A Study of Dalteparin Prophylaxis in High-Risk Ambulatory Cancer Patients

Phase 3

Terminated

Conditions: Pulmonary Embolism
Venous Thromboembolism

Interventions: Drug: dalteparin injection

Registration Number: NCT00876915

Lead Sponsor: University of Rochester

Brief Summary: Some cancer patients starting a new chemotherapy regimen are likely to develop blood clots, also known as venous thromboembolism (VTE). Blood clots can cause symptoms and can occasionally be life-threatening. The purpose of this study is to determine if a daily injection of a blood-thinner, dalteparin, for 12 weeks can safely and effectively reduce the frequency of blood clots. Dalteparin is currently approved for prevention of blood clots following surgery and in hospitalized patients but not specifically for cancer outpatients.

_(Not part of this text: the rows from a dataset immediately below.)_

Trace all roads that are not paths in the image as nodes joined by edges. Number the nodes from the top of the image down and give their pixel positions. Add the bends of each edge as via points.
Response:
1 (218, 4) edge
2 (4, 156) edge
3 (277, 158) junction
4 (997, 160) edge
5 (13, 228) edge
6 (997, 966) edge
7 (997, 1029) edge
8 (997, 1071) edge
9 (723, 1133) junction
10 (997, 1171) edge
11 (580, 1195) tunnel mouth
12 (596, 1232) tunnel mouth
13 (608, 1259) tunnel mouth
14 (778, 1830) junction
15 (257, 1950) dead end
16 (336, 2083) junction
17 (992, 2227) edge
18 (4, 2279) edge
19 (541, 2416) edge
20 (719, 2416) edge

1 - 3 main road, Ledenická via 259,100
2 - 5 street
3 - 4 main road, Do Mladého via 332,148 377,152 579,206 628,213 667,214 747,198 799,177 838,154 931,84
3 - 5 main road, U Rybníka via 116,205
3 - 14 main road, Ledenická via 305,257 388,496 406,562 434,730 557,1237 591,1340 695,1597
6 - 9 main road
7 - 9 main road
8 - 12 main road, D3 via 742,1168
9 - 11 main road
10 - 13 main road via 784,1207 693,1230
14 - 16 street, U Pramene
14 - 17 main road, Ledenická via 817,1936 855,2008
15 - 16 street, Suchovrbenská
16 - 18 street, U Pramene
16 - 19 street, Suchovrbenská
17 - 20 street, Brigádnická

Detailed Description: VTE is an increasingly frequent complication of cancer and anti-cancer therapies. It is associated with increased mortality and other significant adverse consequences. Risk factors for VTE in the cancer population have been identified, and multiple studies have also shown that VTE can be prevented in high-risk populations with the use of thromboprophylaxis. This study evaluated the safety and efficacy of prophylaxis in a high-risk subgroup of cancer patients identified by a validated risk model developed by us previously called the "Khorana Score." Correlative studies evaluated the value of tissue factor as a predictive biomarker of VTE. The purpose of this study was to conduct a prospective, randomized clinical trial comparing the safety and efficacy of prophylaxis with dalteparin to no treatment in reducing VTE in high-risk ambulatory cancer patients initiating chemotherapy and to establish the value of TF as a predictive marker for VTE in ambulatory cancer patients receiving chemotherapy.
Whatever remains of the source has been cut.